Famine cut her eyes toward him, the gun wavering in her hand, and I charged. I hit her in the throat with my shoulder, sandwiching the weapon between our bodies, and rode her down to the floor. I landed straddling her upper stomach and locked one hand around the barrel of the shotgun, pinning it against Famine’s chest with my weight, then swung my other fist in a brutal arc aimed at her jaw.

Contact snapped her head back and left my knuckles singing, but the blow loosened her hold enough I could pry the gun from her spasming fingers. I hurled the weapon across the room, tightening my thighs to keep her trapped beneath me, and cocked my arm to land another blow.

Famine brought up her forearms and took the hit. Rocking forward, she got under my guard. Blood gushed from her wounds as they reopened, but the move allowed Famine to lock her arms around me and yank me flush against her chest. She hauled me over her, hooked her right leg over my foot and her right arm over my shoulder. Famine kicked out her left leg as her left arm hit me hard across my ribs, and we flipped in a messy tangle, leaving her smiling down atop me.

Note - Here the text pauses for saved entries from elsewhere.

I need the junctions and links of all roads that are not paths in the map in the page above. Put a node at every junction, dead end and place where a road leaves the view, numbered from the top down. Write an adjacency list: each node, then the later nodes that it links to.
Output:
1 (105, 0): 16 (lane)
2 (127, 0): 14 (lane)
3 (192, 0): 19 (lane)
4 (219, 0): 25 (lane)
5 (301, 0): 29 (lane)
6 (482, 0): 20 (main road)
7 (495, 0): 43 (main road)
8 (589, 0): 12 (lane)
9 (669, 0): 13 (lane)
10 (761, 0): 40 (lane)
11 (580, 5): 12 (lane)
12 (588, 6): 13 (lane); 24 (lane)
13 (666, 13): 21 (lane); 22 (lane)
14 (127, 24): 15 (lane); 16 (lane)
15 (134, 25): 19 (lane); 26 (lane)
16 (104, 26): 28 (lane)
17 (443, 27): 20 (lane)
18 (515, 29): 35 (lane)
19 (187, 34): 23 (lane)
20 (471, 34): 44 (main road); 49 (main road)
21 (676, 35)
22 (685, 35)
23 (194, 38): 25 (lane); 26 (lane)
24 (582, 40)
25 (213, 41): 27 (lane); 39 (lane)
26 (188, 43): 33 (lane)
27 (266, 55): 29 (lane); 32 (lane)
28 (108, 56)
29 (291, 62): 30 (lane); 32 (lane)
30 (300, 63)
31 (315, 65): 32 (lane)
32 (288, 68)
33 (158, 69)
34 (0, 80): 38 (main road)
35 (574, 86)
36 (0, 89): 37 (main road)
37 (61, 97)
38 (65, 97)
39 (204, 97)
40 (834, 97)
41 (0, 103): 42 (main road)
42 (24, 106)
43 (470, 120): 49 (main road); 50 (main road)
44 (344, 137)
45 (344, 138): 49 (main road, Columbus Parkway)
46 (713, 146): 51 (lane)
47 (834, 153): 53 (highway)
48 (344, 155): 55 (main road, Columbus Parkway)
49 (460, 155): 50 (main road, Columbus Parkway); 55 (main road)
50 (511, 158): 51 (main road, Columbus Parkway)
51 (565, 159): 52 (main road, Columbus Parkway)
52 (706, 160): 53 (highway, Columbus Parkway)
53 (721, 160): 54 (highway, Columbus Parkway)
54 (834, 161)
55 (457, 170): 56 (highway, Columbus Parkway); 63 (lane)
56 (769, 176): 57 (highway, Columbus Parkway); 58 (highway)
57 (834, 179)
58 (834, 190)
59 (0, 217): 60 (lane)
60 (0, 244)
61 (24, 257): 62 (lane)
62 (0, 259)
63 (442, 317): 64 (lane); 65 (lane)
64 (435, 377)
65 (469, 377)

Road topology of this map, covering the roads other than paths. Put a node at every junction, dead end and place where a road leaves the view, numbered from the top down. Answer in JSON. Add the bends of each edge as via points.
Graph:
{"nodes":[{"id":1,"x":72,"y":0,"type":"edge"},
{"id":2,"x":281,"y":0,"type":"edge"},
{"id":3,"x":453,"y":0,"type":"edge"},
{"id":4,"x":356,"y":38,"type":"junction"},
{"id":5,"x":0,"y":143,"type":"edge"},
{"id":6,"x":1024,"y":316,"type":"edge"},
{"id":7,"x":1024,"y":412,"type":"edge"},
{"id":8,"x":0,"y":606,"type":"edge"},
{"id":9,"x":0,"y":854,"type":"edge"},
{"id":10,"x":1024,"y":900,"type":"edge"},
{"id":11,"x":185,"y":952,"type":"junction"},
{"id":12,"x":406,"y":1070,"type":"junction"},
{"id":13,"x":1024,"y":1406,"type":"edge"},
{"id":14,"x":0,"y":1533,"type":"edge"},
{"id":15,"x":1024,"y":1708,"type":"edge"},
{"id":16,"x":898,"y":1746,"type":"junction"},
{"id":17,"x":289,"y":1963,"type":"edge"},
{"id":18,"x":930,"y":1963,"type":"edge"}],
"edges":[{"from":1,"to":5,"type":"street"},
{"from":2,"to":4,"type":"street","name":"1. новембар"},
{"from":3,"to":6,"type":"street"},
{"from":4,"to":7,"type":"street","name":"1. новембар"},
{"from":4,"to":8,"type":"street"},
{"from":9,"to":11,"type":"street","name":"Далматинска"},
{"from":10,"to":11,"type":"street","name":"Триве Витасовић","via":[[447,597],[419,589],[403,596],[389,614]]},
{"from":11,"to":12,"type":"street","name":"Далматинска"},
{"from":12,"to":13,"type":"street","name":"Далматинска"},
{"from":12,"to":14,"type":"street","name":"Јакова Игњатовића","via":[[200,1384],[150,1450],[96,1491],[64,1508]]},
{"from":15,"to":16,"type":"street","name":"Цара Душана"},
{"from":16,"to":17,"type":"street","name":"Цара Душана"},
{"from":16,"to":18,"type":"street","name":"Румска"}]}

“I’m going to rip this shell apart with my bare hands,” she panted, clamping down on both of my wrists to hold me steady while I bucked my hips to unseat her. I managed a minor success and forced her to kneel between my thighs rather than straddling my hips. That would have to be enough. “I will show you your true face before you die.”

“That sounds painful.” I brought one of our joined hands toward my face while tugging the other across my body until my fingers closed over her wrist. Bringing up my left knee, I sank it into Famine’s gut, in the soft spot where her wound had yet to heal, then kicked off her hip with my other leg. The motion sent me sliding back and broke her hold. It gave me precious inches to crabwalk away until I could get my feet under me again. “I’m going to have to pass.”

Famine, gasping from the impact to her tender middle, collapsed forward on all fours to catch her breath.

I didn’t give her a chance. I soccer kicked her in the mouth, snapping her head to one side. Her elbows buckled then gave, and her face hit the hardwood, followed by the rest of her.